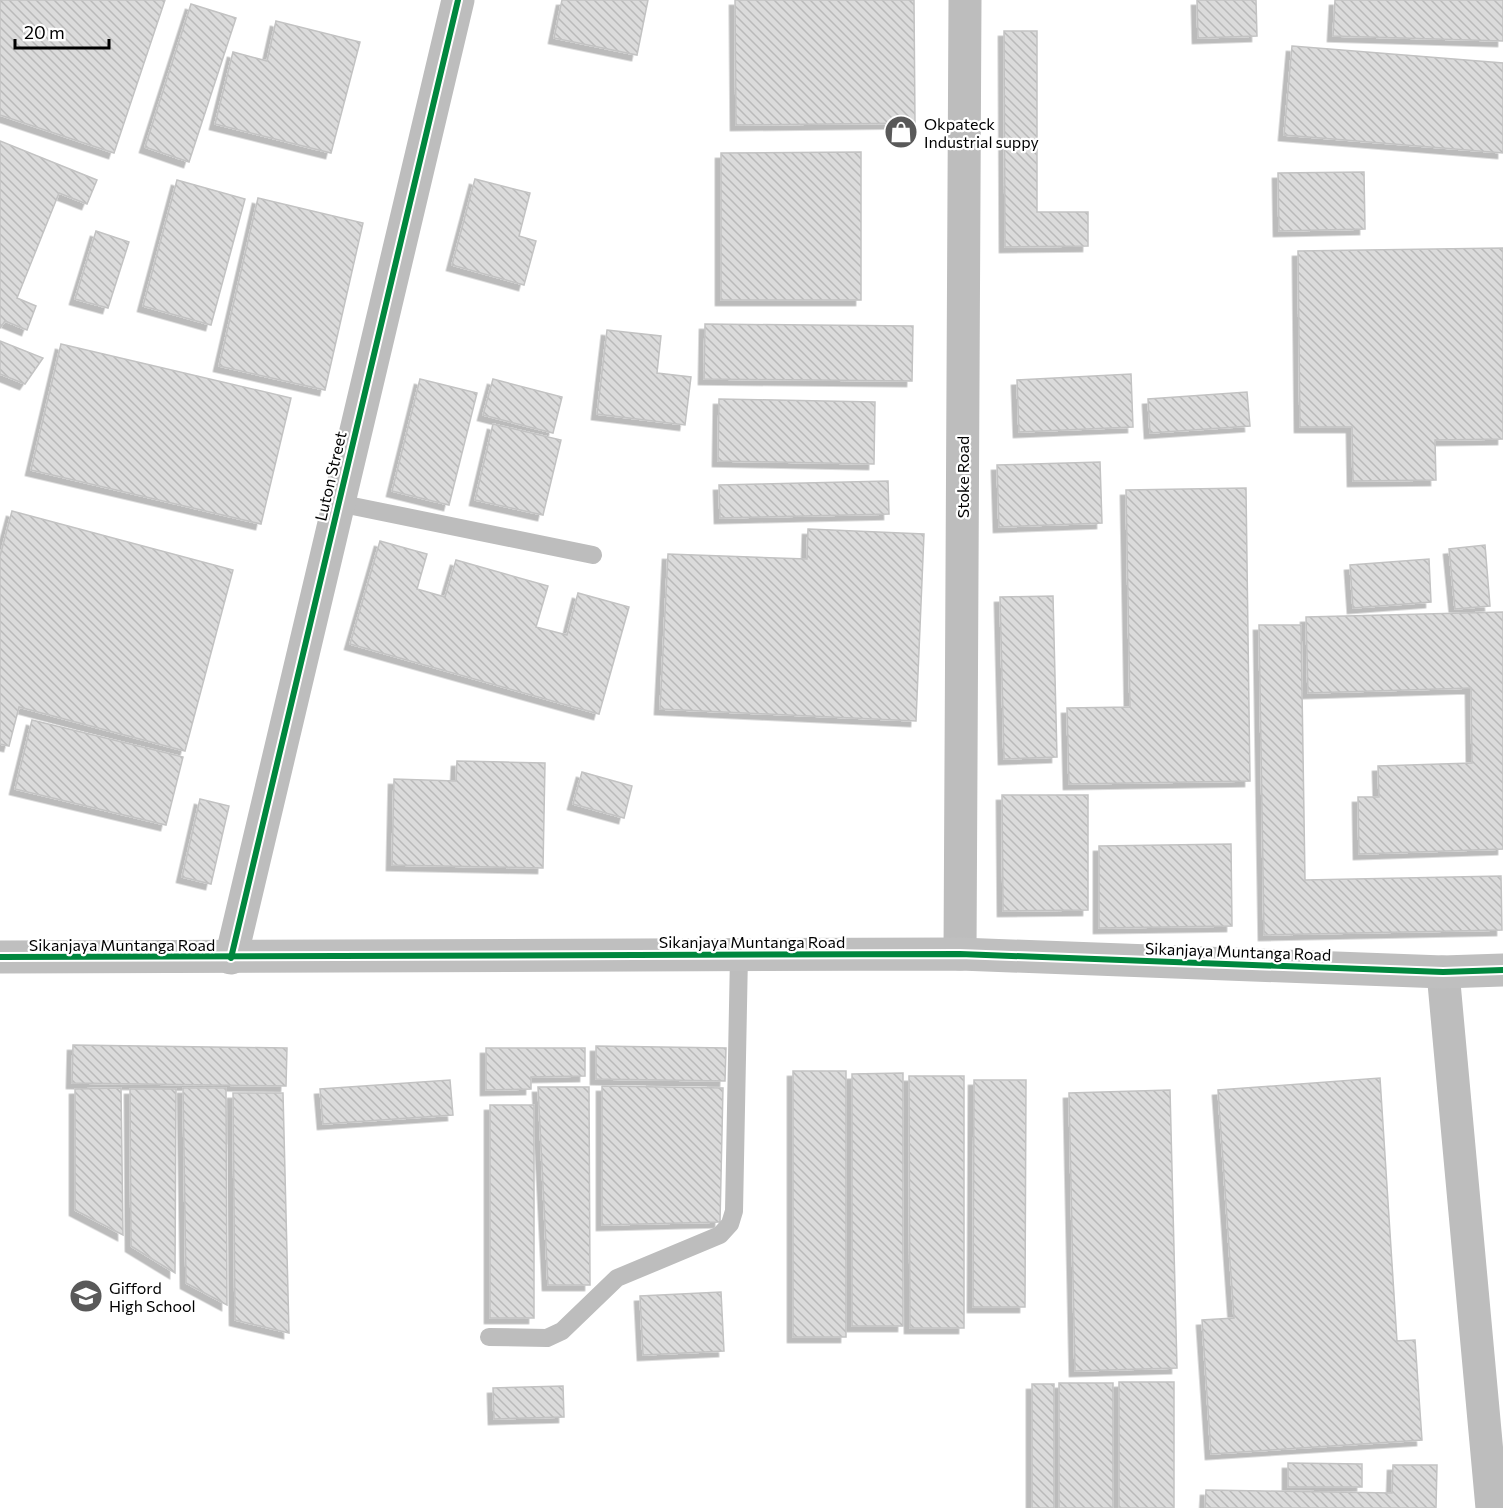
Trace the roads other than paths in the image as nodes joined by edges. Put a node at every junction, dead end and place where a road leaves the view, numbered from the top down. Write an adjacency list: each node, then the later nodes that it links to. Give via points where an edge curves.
1 (458, 0): 3 (street, Luton Street)
2 (965, 0): 5 (street, Stoke Road)
3 (338, 503): 4 (lane); 8 (street, Luton Street)
4 (593, 555)
5 (960, 954): 6 (street, Sikanjaya Muntanga Road); 10 (street, Sikanjaya Muntanga Road)
6 (739, 955): 8 (street, Sikanjaya Muntanga Road); 11 (lane, via 734,1211 730,1224 720,1235 617,1278 562,1331 547,1338)
7 (0, 957): 8 (street, Sikanjaya Muntanga Road)
8 (231, 958)
9 (1503, 970): 10 (street, Sikanjaya Muntanga Road)
10 (1443, 972): 12 (street)
11 (489, 1337)
12 (1492, 1508)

——————————

- _TO DO_:
Could you transcribe the records above exactly, leaving every picture out?

- _RESPONSE AREA_:
Trace the roads other than paths in the image as nodes joined by edges. Put a node at every junction, dead end and place where a road leaves the view, numbered from the top down. Write an adjacency list: each node, then the later nodes that it links to. Give via points where an edge curves.
1 (458, 0): 3 (street, Luton Street)
2 (965, 0): 5 (street, Stoke Road)
3 (338, 503): 4 (lane); 8 (street, Luton Street)
4 (593, 555)
5 (960, 954): 6 (street, Sikanjaya Muntanga Road); 10 (street, Sikanjaya Muntanga Road)
6 (739, 955): 8 (street, Sikanjaya Muntanga Road); 11 (lane, via 734,1211 730,1224 720,1235 617,1278 562,1331 547,1338)
7 (0, 957): 8 (street, Sikanjaya Muntanga Road)
8 (231, 958)
9 (1503, 970): 10 (street, Sikanjaya Muntanga Road)
10 (1443, 972): 12 (street)
11 (489, 1337)
12 (1492, 1508)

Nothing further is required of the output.